Customer experience is ultimately about delivery of the goods in a predictable, boring manner.  The first year of ONT's MAP was nothing like that, with far too much excitement as to whether your consumables would arrive in usable condition.  Particularly if you are going to ship over international borders, think very carefully about whether you're prepared to excel at this or you should be partnering with someone highly experienced in the logistics of delivering molecular biology reagents.  

What's Illumina Going to Do?

So how is Illumina going to react to all this, and in what portions of the market? How much of the response will be legal (more IP fights), how much pricing (plenty of margin to sacrifice to preserve market share) and how much new products?

Illumina hasn't innovated much at the low end of the line -- MiSeq is nearly a decade old (but nicely embedded in clinical labs) and iSeq never seems to have advanced since the initial launch.  Illumina has a whole set of instruments as stepping stones -- iSeq then MiniSeq then MiSeq then NextSeq and finally NovaSeq -- but would a smaller number of instruments with overlapping capacity make more sense? Could Illumina compress run times significantly without compromising on quality or data yield?

One of the great phantoms of the Illumina world has been 2x400 read chemistry on MiSeq, followed closely by anything longer than 2x250 on any other platform.  Heck, 2x250 is only seen outside the MiSeq on the NovaSeq SP. Supporting longer reads could make a splash and perhaps enable a few more amplicon formats to defend against encroachment by Nanopore and PacBio into that market.

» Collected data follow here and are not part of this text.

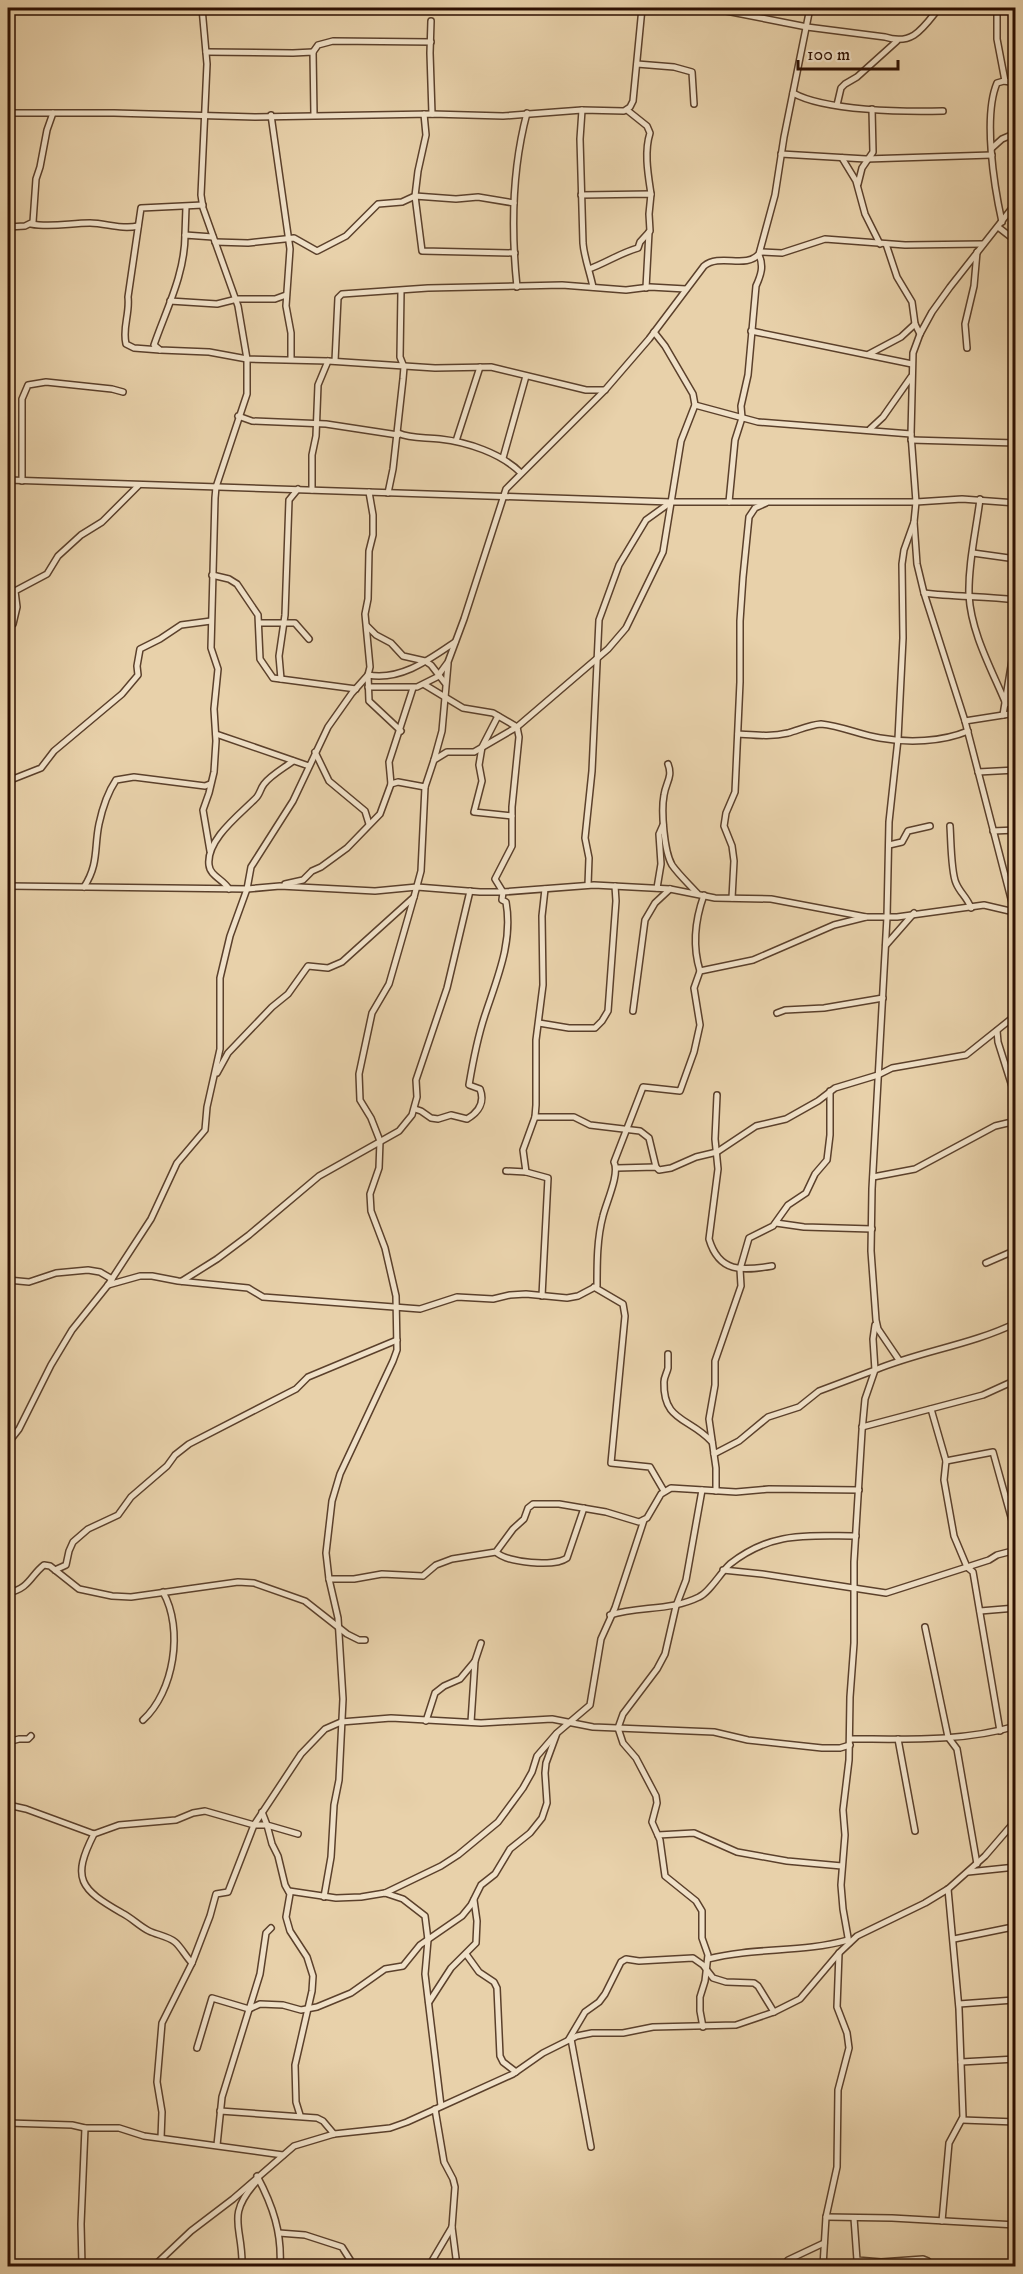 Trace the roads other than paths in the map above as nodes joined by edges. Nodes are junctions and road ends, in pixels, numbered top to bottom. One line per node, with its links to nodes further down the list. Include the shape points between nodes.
1 (202, 8): 12 (street)
2 (642, 8): 14 (street)
3 (692, 8): 7 (street)
4 (810, 8): 9 (street)
5 (939, 8): 10 (street, via 912,39)
6 (997, 8): 15 (street)
7 (722, 9): 9 (street)
8 (431, 21): 11 (street)
9 (807, 27): 10 (street); 17 (street)
10 (897, 41): 19 (street, via 841,88)
11 (431, 42): 13 (street, via 333,41 318,45); 28 (street)
12 (206, 52): 13 (street); 31 (street)
13 (313, 52): 30 (street)
14 (637, 64): 18 (street, via 692,72); 22 (street, via 633,101)
15 (1005, 81): 16 (street); 33 (street, via 998,82 995,88)
16 (1016, 83)
17 (793, 93): 19 (street, via 805,100); 34 (street)
18 (694, 104)
19 (837, 105): 20 (street)
20 (872, 109): 23 (street); 37 (street)
21 (582, 110): 22 (street); 25 (street); 40 (street)
22 (627, 110): 39 (street, via 651,133)
23 (944, 111)
24 (8, 113): 26 (street)
25 (527, 113): 28 (street); 42 (street)
26 (53, 114): 31 (street); 46 (street, via 36,179)
27 (424, 114): 28 (street); 30 (street); 41 (street, via 426,135)
28 (432, 114)
29 (271, 115): 30 (street); 31 (street); 52 (street)
30 (314, 115)
31 (203, 117): 44 (street)
32 (1016, 133): 33 (street)
33 (992, 148): 35 (street)
34 (781, 154): 36 (street); 59 (street)
35 (992, 155): 37 (street); 47 (street)
36 (842, 158): 37 (street); 38 (street)
37 (870, 159): 38 (street, via 862,168)
38 (858, 186): 55 (street, via 865,214)
39 (651, 194): 40 (street); 50 (street)
40 (581, 195): 60 (street, via 584,255)
41 (415, 196): 42 (street, via 478,197); 52 (street, via 402,202 378,204 346,236 317,251); 58 (street, via 422,251)
42 (514, 203): 58 (street)
43 (1016, 203): 47 (street)
44 (203, 205): 45 (street); 53 (street)
45 (186, 207): 48 (street, via 141,208); 51 (street)
46 (31, 224): 48 (street); 49 (street)
47 (1000, 224): 54 (street); 56 (street)
48 (138, 226): 74 (street, via 128,297 130,309 123,333 126,345)
49 (8, 227)
50 (649, 232): 60 (street, via 638,248); 63 (street)
51 (185, 235): 53 (street); 68 (street, via 182,262)
52 (288, 238): 53 (street, via 248,243); 66 (street, via 291,260)
53 (214, 239): 67 (street)
54 (1016, 240)
55 (883, 244): 56 (street); 59 (street, via 825,239 779,253); 69 (street, via 912,302)
56 (983, 244): 57 (street)
57 (978, 250): 72 (street); 73 (street, via 965,324)
58 (514, 253): 61 (street)
59 (760, 253): 64 (street, via 754,259 708,263); 70 (street, via 761,274)
60 (589, 269): 62 (street)
61 (517, 286): 62 (street); 65 (street)
62 (593, 287): 63 (street)
63 (646, 288): 64 (street)
64 (686, 289): 71 (street)
65 (401, 291): 79 (street, via 340,295); 81 (street, via 400,357)
66 (286, 295): 67 (street, via 275,299); 77 (street)
67 (237, 299): 68 (street, via 217,304); 76 (street)
68 (170, 301): 74 (street, via 154,345)
69 (915, 324): 72 (street); 75 (street, via 901,337)
70 (751, 331): 75 (street); 89 (street)
71 (654, 332): 85 (street); 87 (street, via 693,394)
72 (920, 334): 80 (street)
73 (967, 348)
74 (160, 350): 76 (street)
75 (868, 354): 80 (street)
76 (247, 359): 77 (street); 88 (street, via 248,387)
77 (291, 359): 78 (street)
78 (328, 361): 79 (street); 90 (street, via 318,385)
79 (335, 361): 81 (street)
80 (912, 364): 84 (street)
81 (404, 367): 82 (street); 92 (street)
82 (480, 367): 83 (street); 94 (street)
83 (526, 376): 85 (street, via 586,390); 96 (street)
84 (911, 377): 91 (street); 93 (street)
85 (605, 390): 97 (street)
86 (123, 392): 99 (street, via 46,382 28,385 22,399)
87 (695, 405): 89 (street); 108 (street, via 681,441)
88 (238, 416): 90 (street, via 252,421); 101 (street)
89 (742, 418): 91 (street); 109 (street, via 735,440)
90 (316, 423): 92 (street); 103 (street)
91 (870, 429): 93 (street)
92 (398, 434): 94 (street); 105 (street)
93 (911, 437): 95 (street); 111 (street)
94 (456, 441): 96 (street)
95 (1016, 443)
96 (503, 458): 97 (street)
97 (521, 472): 106 (street)
98 (8, 480): 99 (street)
99 (22, 481): 100 (street)
100 (138, 486): 101 (street); 124 (street, via 102,522 58,556 47,574 15,591 17,607 13,624)
101 (216, 487): 102 (street); 116 (street)
102 (298, 489): 103 (street); 122 (street, via 289,500)
103 (312, 490): 104 (street)
104 (369, 492): 105 (street); 123 (street, via 373,535)
105 (388, 493): 106 (street)
106 (503, 497): 108 (street); 127 (street)
107 (980, 499): 111 (street); 112 (street); 114 (street)
108 (671, 502): 109 (street); 128 (street, via 663,552 626,628); 128 (street, via 646,520 619,565 600,621)
109 (729, 502): 110 (street)
110 (768, 502): 111 (street); 149 (street, via 750,513 747,524)
111 (916, 502): 113 (street)
112 (1016, 502)
113 (914, 522): 117 (street); 150 (street, via 902,564)
114 (973, 553): 115 (street); 118 (street)
115 (1016, 559)
116 (212, 575): 120 (street); 121 (street, via 237,584)
117 (924, 593): 118 (street); 144 (street)
118 (969, 597): 119 (street); 140 (street, via 975,628)
119 (1016, 600)
120 (211, 621): 148 (street, via 211,648 218,669); 159 (street, via 181,625 140,648 138,675 122,694 54,751 40,768)
121 (260, 623): 122 (street); 133 (street, via 261,663 273,678)
122 (284, 624): 126 (street, via 297,624); 133 (street, via 279,657)
123 (366, 626): 129 (street, via 403,656); 132 (street)
124 (8, 627)
125 (1016, 636): 140 (street)
126 (309, 639)
127 (456, 641): 129 (street); 130 (street)
128 (597, 659): 145 (street); 172 (street, via 585,838)
129 (426, 662): 131 (street); 132 (street, via 397,674)
130 (448, 662): 131 (street); 134 (street)
131 (439, 674): 134 (street); 135 (street)
132 (368, 675): 136 (street); 137 (street)
133 (281, 679): 137 (street)
134 (445, 683): 139 (street)
135 (425, 685): 138 (street); 139 (street)
136 (368, 687): 138 (street); 146 (street, via 369,701)
137 (356, 688): 152 (street)
138 (413, 688): 146 (street)
139 (444, 696): 143 (street, via 463,708); 153 (street, via 442,731)
140 (1006, 704): 142 (street)
141 (1016, 713): 142 (street)
142 (1003, 715): 144 (street)
143 (498, 716): 145 (street); 151 (street)
144 (965, 722): 147 (street)
145 (517, 728): 151 (street); 163 (street)
146 (401, 731): 161 (street, via 389,762)
147 (968, 731): 150 (street, via 942,739); 158 (street)
148 (216, 734): 154 (street); 160 (street)
149 (738, 734): 150 (street, via 772,735 821,724); 188 (street, via 735,792 724,826 734,861)
150 (898, 739): 170 (street)
151 (482, 747): 153 (street, via 474,752 447,752); 163 (street, via 482,781 474,812)
152 (315, 752): 156 (street); 164 (street, via 329,781 365,810)
153 (434, 760): 162 (street)
154 (293, 761): 156 (street); 171 (street, via 265,782 259,795 229,824)
155 (668, 764): 165 (street, via 671,772 664,792)
156 (309, 766): 180 (street, via 293,801 251,867)
157 (1016, 770): 158 (street)
158 (978, 772): 169 (street)
159 (8, 782)
160 (210, 784): 171 (street, via 203,810); 176 (street, via 134,777 116,780 99,825 93,874)
161 (391, 784): 162 (street); 164 (street, via 384,808)
162 (425, 787): 177 (street)
163 (512, 816): 184 (street, via 512,846 495,879)
164 (369, 824): 174 (street, via 356,841 321,867 303,879)
165 (663, 825): 178 (street, via 659,834); 185 (street, via 671,863)
166 (930, 826): 170 (street, via 908,831 902,842)
167 (951, 826): 189 (street, via 955,879)
168 (1016, 830): 169 (street)
169 (993, 831): 186 (street)
170 (889, 844): 193 (street)
171 (210, 851): 179 (street, via 212,874)
172 (588, 885): 175 (street); 181 (street)
173 (8, 886): 176 (street)
174 (280, 886): 177 (street, via 375,891); 180 (street)
175 (615, 886): 178 (street); 200 (street, via 608,1011 595,1028)
176 (84, 887): 179 (street)
177 (417, 887): 183 (street); 187 (street)
178 (657, 888): 182 (street)
179 (229, 889): 180 (street)
180 (247, 889): 203 (street, via 220,978 222,1033)
181 (545, 889): 184 (street); 200 (street)
182 (670, 889): 185 (street); 197 (street, via 645,920)
183 (470, 891): 184 (street); 207 (street, via 447,988 416,1080)
184 (503, 892): 207 (street, via 509,920 507,941 469,1085 480,1089 480,1107 462,1120 451,1115 430,1118)
185 (701, 895): 188 (street); 195 (street, via 694,939)
186 (1013, 896): 191 (street)
187 (414, 897): 203 (street, via 342,962 328,968 308,966 288,994 228,1053); 211 (street, via 389,984 372,1013 359,1074 360,1100)
188 (732, 898): 192 (street, via 771,899)
189 (971, 908): 190 (street); 191 (street, via 984,905)
190 (914, 913): 193 (street); 194 (street)
191 (1015, 915)
192 (866, 917): 193 (street); 195 (street, via 834,925 753,960)
193 (887, 917): 194 (street)
194 (886, 945): 196 (street)
195 (700, 971): 210 (street, via 694,988 700,1025 680,1092 643,1087)
196 (883, 998): 198 (street); 202 (street)
197 (633, 1011)
198 (777, 1013)
199 (1016, 1016): 201 (street)
200 (539, 1023): 208 (street)
201 (997, 1031): 202 (street, via 966,1055 892,1068); 206 (street)
202 (878, 1075): 204 (street); 217 (street)
203 (212, 1083): 224 (street, via 205,1130 177,1163 152,1220)
204 (830, 1091): 212 (street, via 786,1119 756,1126); 218 (street, via 827,1160 806,1193 788,1205)
205 (717, 1095): 212 (street)
206 (1016, 1099)
207 (415, 1109): 211 (street, via 399,1131)
208 (535, 1117): 210 (street, via 574,1117 590,1125); 216 (street, via 524,1150)
209 (1016, 1121): 217 (street, via 995,1126 915,1169)
210 (627, 1131): 213 (street, via 640,1131 649,1138); 214 (street, via 614,1162)
211 (380, 1141): 226 (street, via 319,1176 249,1235); 230 (street, via 379,1168 370,1194 371,1211 385,1248)
212 (717, 1152): 213 (street, via 671,1168); 223 (street, via 709,1239 721,1263)
213 (656, 1167): 214 (street)
214 (617, 1168): 228 (street, via 602,1222)
215 (506, 1171): 216 (street)
216 (526, 1172): 229 (street, via 548,1178)
217 (873, 1177): 219 (street)
218 (776, 1223): 219 (street); 223 (street, via 749,1238)
219 (872, 1229): 231 (street)
220 (1016, 1250): 221 (street)
221 (986, 1263)
222 (771, 1266): 223 (street)
223 (740, 1269): 241 (street, via 741,1286 715,1361 709,1419)
224 (112, 1279): 225 (street, via 88,1270 56,1273 29,1282); 227 (street)
225 (8, 1280)
226 (182, 1281): 227 (street, via 146,1275); 230 (street, via 248,1288 263,1298)
227 (108, 1285): 240 (street, via 72,1330)
228 (594, 1287): 229 (street, via 578,1296); 246 (street, via 623,1304 625,1316 611,1462 651,1467)
229 (542, 1296): 230 (street, via 458,1297 426,1308)
230 (396, 1308): 233 (street)
231 (876, 1320): 235 (street); 236 (street)
232 (1016, 1323): 235 (street, via 977,1339)
233 (397, 1341): 255 (street, via 308,1377 296,1389 189,1444 131,1497 118,1515 85,1531 71,1547 66,1565); 257 (street, via 393,1361 335,1488 327,1544)
234 (668, 1354): 241 (street, via 665,1402 671,1413 703,1432)
235 (899, 1360): 236 (street)
236 (875, 1370): 239 (street, via 865,1399); 242 (street, via 819,1391 799,1407 768,1417 739,1442)
237 (1016, 1380): 238 (street, via 983,1395)
238 (931, 1409): 239 (street); 243 (street)
239 (862, 1427): 245 (street)
240 (8, 1443)
241 (713, 1443): 242 (street)
242 (714, 1454): 247 (street)
243 (946, 1461): 250 (street, via 993,1452); 254 (street, via 944,1479 954,1536)
244 (702, 1490): 246 (street); 247 (street); 261 (street, via 686,1580)
245 (859, 1490): 247 (street); 251 (street)
246 (664, 1491): 249 (street)
247 (716, 1491)
248 (584, 1508): 249 (street); 253 (street, via 531,1505 524,1520); 253 (street, via 567,1558 561,1563 502,1558)
249 (644, 1520): 264 (street)
250 (1016, 1535)
251 (856, 1536): 256 (street, via 774,1540 761,1544); 258 (street)
252 (1016, 1550): 254 (street)
253 (496, 1552): 257 (street, via 452,1559 423,1576 382,1574)
254 (967, 1567): 258 (street, via 886,1593); 263 (street, via 973,1572)
255 (55, 1570): 259 (street, via 74,1586 101,1594 131,1597); 260 (street, via 43,1565 20,1589)
256 (723, 1570): 258 (street); 261 (street, via 702,1596)
257 (329, 1579): 265 (street)
258 (853, 1589): 283 (street)
259 (163, 1592): 265 (street, via 254,1583 305,1601); 270 (street, via 171,1607 173,1627 169,1674 155,1707)
260 (8, 1593)
261 (676, 1606): 264 (street); 276 (street, via 663,1659 623,1714)
262 (1016, 1608): 263 (street)
263 (980, 1611): 277 (street)
264 (610, 1615): 274 (street, via 601,1639 590,1705)
265 (338, 1626): 267 (street); 272 (street)
266 (925, 1627): 280 (street)
267 (365, 1640)
268 (481, 1643): 269 (street)
269 (475, 1661): 271 (street, via 460,1679 435,1693); 273 (street)
270 (143, 1720)
271 (426, 1721): 272 (street, via 390,1718); 273 (street)
272 (341, 1722): 285 (street, via 318,1734); 300 (street, via 339,1780)
273 (471, 1722): 274 (street)
274 (570, 1722): 276 (street); 278 (street)
275 (1016, 1726): 277 (street)
276 (618, 1728): 283 (street, via 705,1731 822,1748 840,1748); 292 (street, via 656,1796 652,1822)
277 (1000, 1731): 280 (street)
278 (557, 1733): 299 (street, via 537,1756 523,1788 500,1820 441,1866); 301 (street, via 545,1773 547,1803 543,1816 510,1849)
279 (31, 1736): 282 (street)
280 (948, 1737): 281 (street); 293 (street, via 957,1749)
281 (898, 1739): 283 (street); 289 (street)
282 (8, 1742)
283 (850, 1742): 294 (street)
284 (8, 1805): 290 (street)
285 (262, 1812): 287 (street); 288 (street)
286 (1016, 1820): 293 (street)
287 (254, 1825): 288 (street); 290 (street, via 205,1811 176,1820 119,1825); 310 (street, via 228,1892 216,1894)
288 (267, 1825): 291 (street); 298 (street)
289 (915, 1831)
290 (94, 1834): 310 (street, via 81,1861 85,1883 114,1910 150,1932 174,1941)
291 (298, 1834)
292 (658, 1835): 294 (street, via 694,1833 737,1852); 309 (street, via 666,1879 696,1901 702,1911 702,1938)
293 (977, 1864): 296 (street)
294 (842, 1866): 306 (street)
295 (1016, 1867): 296 (street)
296 (968, 1872): 297 (street)
297 (948, 1889): 304 (street); 306 (street)
298 (289, 1891): 300 (street); 316 (street, via 286,1917 313,1976)
299 (385, 1893): 300 (street, via 355,1898); 305 (street, via 403,1899 425,1916)
300 (324, 1897)
301 (474, 1899): 305 (street, via 457,1920); 308 (street, via 476,1943)
302 (1014, 1926): 304 (street); 312 (street)
303 (270, 1928): 315 (street)
304 (954, 1939): 314 (street)
305 (428, 1941): 313 (street, via 425,1969); 316 (street, via 403,1966 385,1969 351,1993)
306 (848, 1941): 307 (street); 309 (street)
307 (839, 1953): 317 (street, via 800,1999); 337 (street, via 836,2001 849,2048 838,2090 837,2167)
308 (466, 1954): 313 (street, via 451,1968); 323 (street, via 497,1988 500,2056)
309 (708, 1959): 311 (street)
310 (192, 1964): 332 (street, via 162,2023 157,2082)
311 (706, 1971): 317 (street, via 726,1982 754,1983); 318 (street, via 700,1997); 319 (street, via 693,1958 623,1960 605,1994 585,2012)
312 (1014, 2000): 314 (street)
313 (429, 2004): 324 (street)
314 (959, 2004): 322 (street)
315 (249, 2009): 316 (street, via 260,2004); 320 (street, via 212,1998); 325 (street)
316 (307, 2010): 326 (street, via 294,2075)
317 (774, 2012): 318 (street, via 736,2025)
318 (703, 2027): 319 (street, via 653,2027 624,2033 584,2034)
319 (570, 2040): 323 (street); 334 (street)
320 (196, 2048)
321 (1016, 2059): 322 (street)
322 (961, 2062): 327 (street)
323 (516, 2072): 324 (street)
324 (438, 2107): 331 (street, via 390,2128); 341 (street, via 444,2162 455,2187)
325 (220, 2111): 326 (street); 333 (street)
326 (300, 2115): 331 (street, via 320,2119)
327 (962, 2120): 328 (street); 339 (street, via 949,2143)
328 (1016, 2122)
329 (8, 2123): 330 (street)
330 (86, 2128): 332 (street, via 119,2128); 346 (street)
331 (334, 2134): 335 (street, via 294,2146)
332 (161, 2138): 333 (street)
333 (217, 2145): 335 (street)
334 (591, 2147)
335 (283, 2155): 336 (street)
336 (258, 2178): 342 (street, via 276,2215); 347 (street); 348 (street, via 237,2212)
337 (826, 2217): 338 (street); 343 (street)
338 (854, 2218): 339 (street); 345 (street)
339 (942, 2221): 340 (street)
340 (1016, 2225)
341 (452, 2227): 351 (street); 352 (street)
342 (279, 2233): 349 (street); 350 (street, via 305,2235 342,2247)
343 (824, 2242): 353 (street); 354 (street)
344 (1016, 2257): 356 (street)
345 (857, 2264): 355 (street, via 923,2259)
346 (82, 2266)
347 (154, 2266)
348 (242, 2266)
349 (280, 2266)
350 (354, 2266)
351 (429, 2266)
352 (457, 2266)
353 (783, 2266)
354 (823, 2266)
355 (929, 2266)
356 (1014, 2266)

At the high end, there is a nice Twitter rumor of a NovaSeq 2 and or S8 flowcell.
This would make good sense for keeping the high end.  Migrating the superresolution imaging from the last NextSeq launch would make sense -- costs more time but higher cluster densities.  Presumably existing NovaSeq customers would be offered an upgrade path -- presumably the change would be mostly in the optics.  It also would be unsurprising for future NovaSeq releases to have the DRAGEN computation acceleration on board, again like the last NextSeqs.  Heck, why not put DRAGEN on all the boxes if only for the marketing uniformity.

I think Illumina will continue to push the high throughput end, but it could easily be that their attention is being drawn steadily from hardware to the high value downstream applications like non-invasive testing both for pre-natal and cancer.  

What Did I Forget?  Get Absurdly Wrong?

I debated splitting this into multiple posts, but decided to lump it all together.  What got lost in that decision?  What do you think is totally wrong above?  Let me know in comments or on Twitter!

[2022-01-04 8:20 EST -- corrected the incorrect statement that Singular used a SPAC to go public, an error pointed out by a commenter]
[2022-01-05 10:59 EST -- corrected my promotion of Christian Henry to Chairman of the Board at my employer; he is on the Board but not Chair]
[2022-01-05 11:02 EST -- corrected a dangling incomplete sentence about Genapsys that they have no sequences credited to their platform in GISAID]

5 comments:

Anonymous said...

Singular did not IPO through a SPAC merger please do your homework before posting

Keith Robison said...

Thank you for the correction; I should have checked my memory

Liang Zong said...

I dont know..
Is 10x taking more of the sequencing capacity, or the sequencing capacity expecting more from 10x?

Anonymous said...

Genapsys has the GenHub platform that provides both primary and secondary analysis for its customers in addition to sequencer fleet and data management

https://genhub.genapsys.com/

Anonymous said...

What do you expect from Stratos Genomics (Acquired by Roche)?